# EXERCISE DESCRIPTION
Each entry should be restated word for word, with all pictures left out.

# Stored items
-------
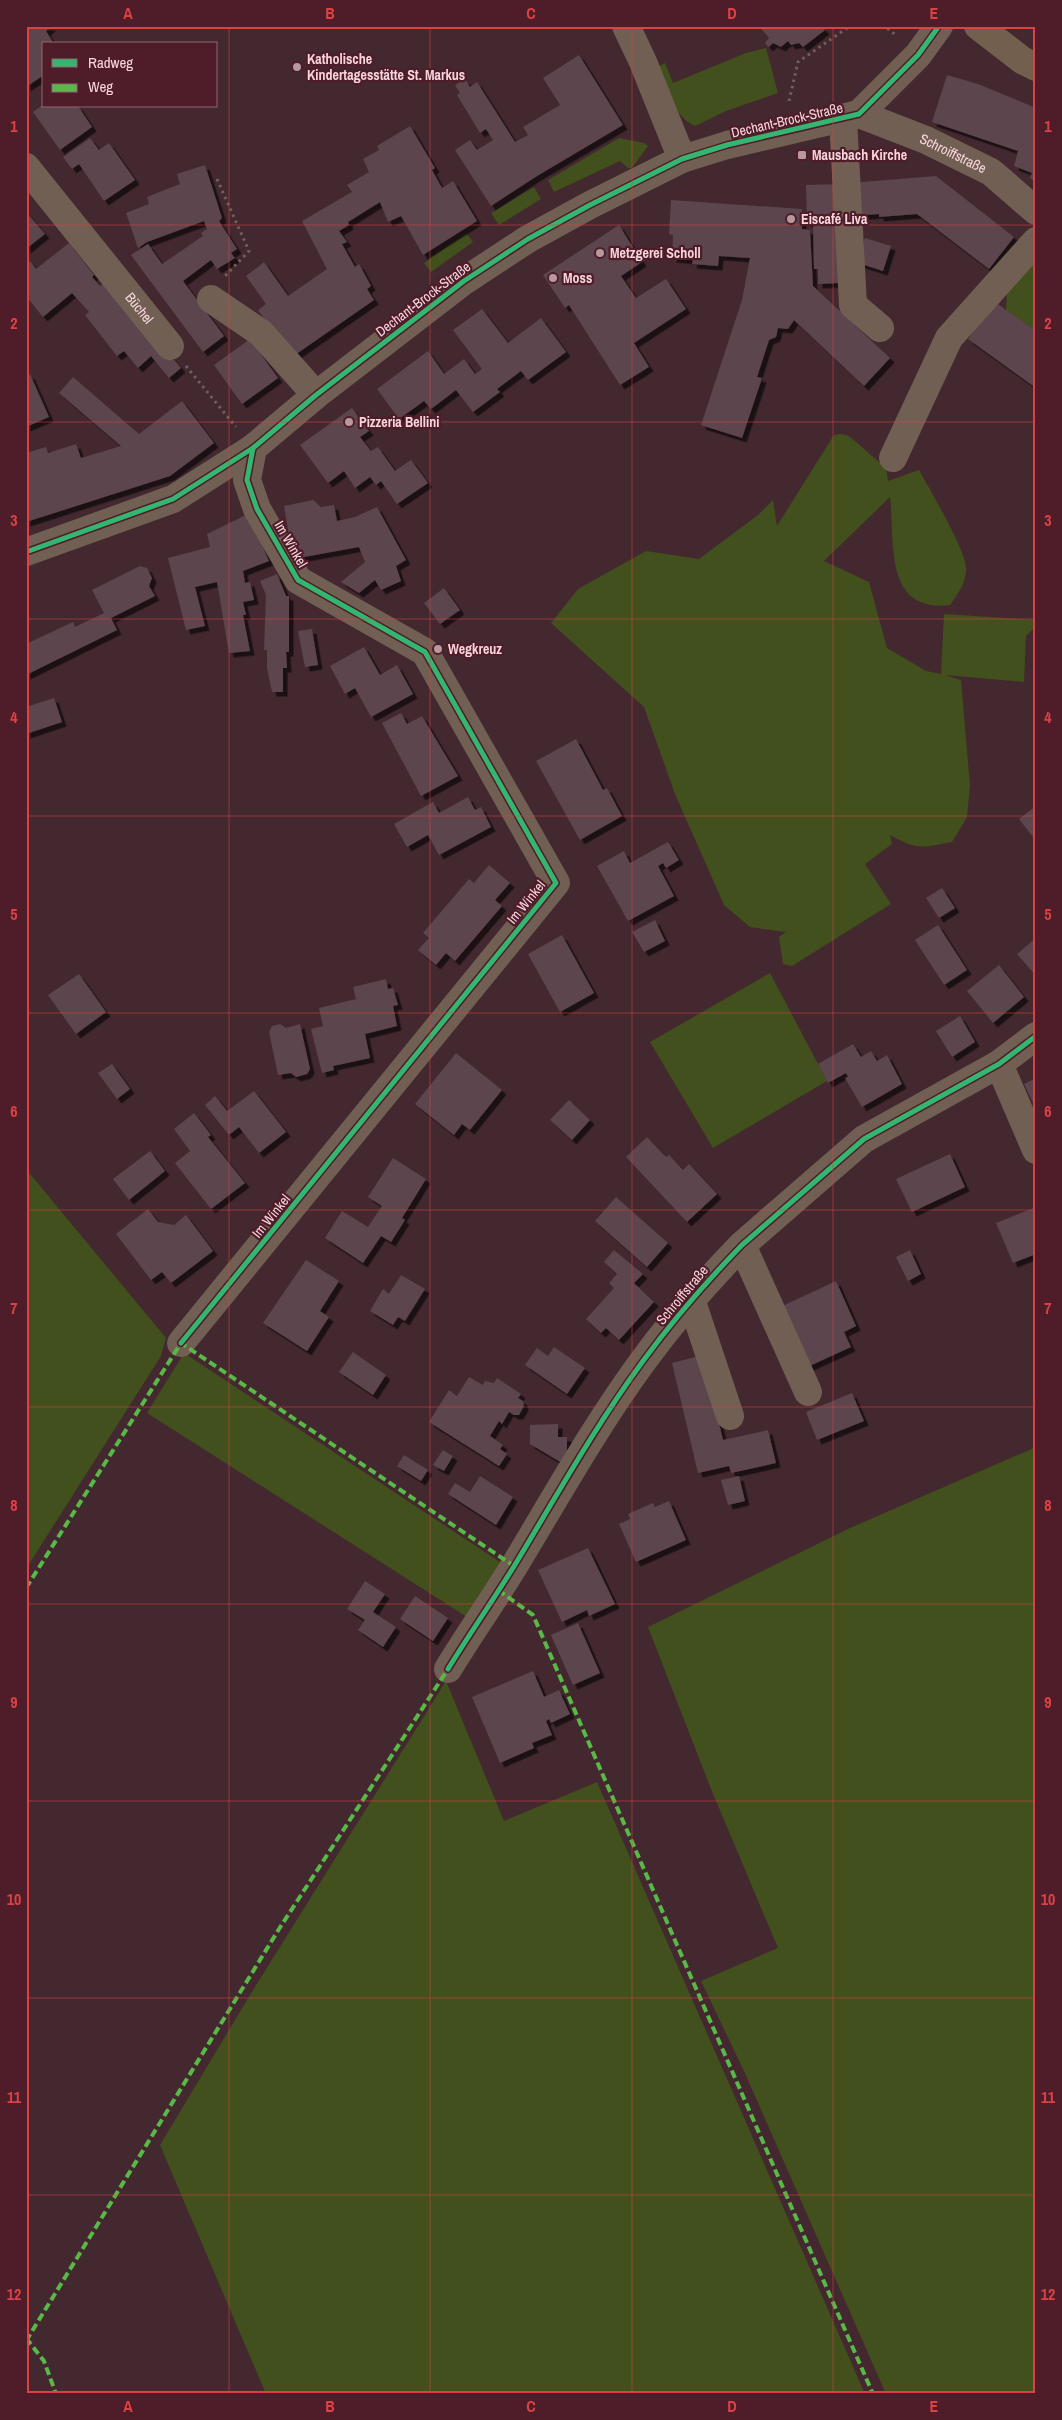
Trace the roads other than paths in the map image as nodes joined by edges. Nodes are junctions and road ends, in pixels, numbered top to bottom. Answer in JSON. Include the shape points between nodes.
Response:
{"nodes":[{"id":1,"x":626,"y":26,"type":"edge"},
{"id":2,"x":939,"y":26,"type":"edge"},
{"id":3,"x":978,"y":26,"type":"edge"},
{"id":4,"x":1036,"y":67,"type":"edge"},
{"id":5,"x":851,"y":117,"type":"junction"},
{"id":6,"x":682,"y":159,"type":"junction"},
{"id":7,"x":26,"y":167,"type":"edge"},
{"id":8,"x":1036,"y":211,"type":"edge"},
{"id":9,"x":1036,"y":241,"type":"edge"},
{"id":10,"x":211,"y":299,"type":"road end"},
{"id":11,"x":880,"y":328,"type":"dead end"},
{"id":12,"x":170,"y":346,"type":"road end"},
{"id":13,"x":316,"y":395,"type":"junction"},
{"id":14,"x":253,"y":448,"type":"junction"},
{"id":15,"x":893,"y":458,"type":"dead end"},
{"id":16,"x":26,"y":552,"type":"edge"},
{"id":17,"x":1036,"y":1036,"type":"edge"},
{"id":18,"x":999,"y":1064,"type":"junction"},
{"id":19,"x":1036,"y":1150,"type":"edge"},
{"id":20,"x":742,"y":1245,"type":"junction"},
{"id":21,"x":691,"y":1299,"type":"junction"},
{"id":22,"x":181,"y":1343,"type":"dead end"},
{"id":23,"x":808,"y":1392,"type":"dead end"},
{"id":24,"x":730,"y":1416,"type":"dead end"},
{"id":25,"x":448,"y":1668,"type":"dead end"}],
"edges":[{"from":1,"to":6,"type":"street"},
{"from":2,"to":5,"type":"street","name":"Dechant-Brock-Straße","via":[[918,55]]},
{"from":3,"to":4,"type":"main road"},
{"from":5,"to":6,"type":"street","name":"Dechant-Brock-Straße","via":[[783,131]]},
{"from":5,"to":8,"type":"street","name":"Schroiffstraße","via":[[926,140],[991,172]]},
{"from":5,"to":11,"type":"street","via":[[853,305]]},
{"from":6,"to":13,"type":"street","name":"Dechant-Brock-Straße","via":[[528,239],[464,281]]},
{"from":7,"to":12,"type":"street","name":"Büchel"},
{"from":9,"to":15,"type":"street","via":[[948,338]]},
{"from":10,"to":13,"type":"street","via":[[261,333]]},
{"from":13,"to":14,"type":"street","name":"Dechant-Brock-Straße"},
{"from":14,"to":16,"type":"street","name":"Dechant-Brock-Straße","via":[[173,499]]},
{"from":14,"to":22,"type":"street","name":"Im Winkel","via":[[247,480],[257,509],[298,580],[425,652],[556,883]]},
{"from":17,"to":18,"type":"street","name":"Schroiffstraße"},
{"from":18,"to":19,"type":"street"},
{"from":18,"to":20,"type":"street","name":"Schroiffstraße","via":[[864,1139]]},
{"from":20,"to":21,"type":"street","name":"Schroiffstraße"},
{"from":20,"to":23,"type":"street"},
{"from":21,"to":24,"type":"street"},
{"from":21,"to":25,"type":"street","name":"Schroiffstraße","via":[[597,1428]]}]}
-------
# ANSWER BOX
Trace the roads other than paths in the map image as nodes joined by edges. Nodes are junctions and road ends, in pixels, numbered top to bottom. Answer in JSON. Include the shape points between nodes.
Response:
{"nodes":[{"id":1,"x":626,"y":26,"type":"edge"},
{"id":2,"x":939,"y":26,"type":"edge"},
{"id":3,"x":978,"y":26,"type":"edge"},
{"id":4,"x":1036,"y":67,"type":"edge"},
{"id":5,"x":851,"y":117,"type":"junction"},
{"id":6,"x":682,"y":159,"type":"junction"},
{"id":7,"x":26,"y":167,"type":"edge"},
{"id":8,"x":1036,"y":211,"type":"edge"},
{"id":9,"x":1036,"y":241,"type":"edge"},
{"id":10,"x":211,"y":299,"type":"road end"},
{"id":11,"x":880,"y":328,"type":"dead end"},
{"id":12,"x":170,"y":346,"type":"road end"},
{"id":13,"x":316,"y":395,"type":"junction"},
{"id":14,"x":253,"y":448,"type":"junction"},
{"id":15,"x":893,"y":458,"type":"dead end"},
{"id":16,"x":26,"y":552,"type":"edge"},
{"id":17,"x":1036,"y":1036,"type":"edge"},
{"id":18,"x":999,"y":1064,"type":"junction"},
{"id":19,"x":1036,"y":1150,"type":"edge"},
{"id":20,"x":742,"y":1245,"type":"junction"},
{"id":21,"x":691,"y":1299,"type":"junction"},
{"id":22,"x":181,"y":1343,"type":"dead end"},
{"id":23,"x":808,"y":1392,"type":"dead end"},
{"id":24,"x":730,"y":1416,"type":"dead end"},
{"id":25,"x":448,"y":1668,"type":"dead end"}],
"edges":[{"from":1,"to":6,"type":"street"},
{"from":2,"to":5,"type":"street","name":"Dechant-Brock-Straße","via":[[918,55]]},
{"from":3,"to":4,"type":"main road"},
{"from":5,"to":6,"type":"street","name":"Dechant-Brock-Straße","via":[[783,131]]},
{"from":5,"to":8,"type":"street","name":"Schroiffstraße","via":[[926,140],[991,172]]},
{"from":5,"to":11,"type":"street","via":[[853,305]]},
{"from":6,"to":13,"type":"street","name":"Dechant-Brock-Straße","via":[[528,239],[464,281]]},
{"from":7,"to":12,"type":"street","name":"Büchel"},
{"from":9,"to":15,"type":"street","via":[[948,338]]},
{"from":10,"to":13,"type":"street","via":[[261,333]]},
{"from":13,"to":14,"type":"street","name":"Dechant-Brock-Straße"},
{"from":14,"to":16,"type":"street","name":"Dechant-Brock-Straße","via":[[173,499]]},
{"from":14,"to":22,"type":"street","name":"Im Winkel","via":[[247,480],[257,509],[298,580],[425,652],[556,883]]},
{"from":17,"to":18,"type":"street","name":"Schroiffstraße"},
{"from":18,"to":19,"type":"street"},
{"from":18,"to":20,"type":"street","name":"Schroiffstraße","via":[[864,1139]]},
{"from":20,"to":21,"type":"street","name":"Schroiffstraße"},
{"from":20,"to":23,"type":"street"},
{"from":21,"to":24,"type":"street"},
{"from":21,"to":25,"type":"street","name":"Schroiffstraße","via":[[597,1428]]}]}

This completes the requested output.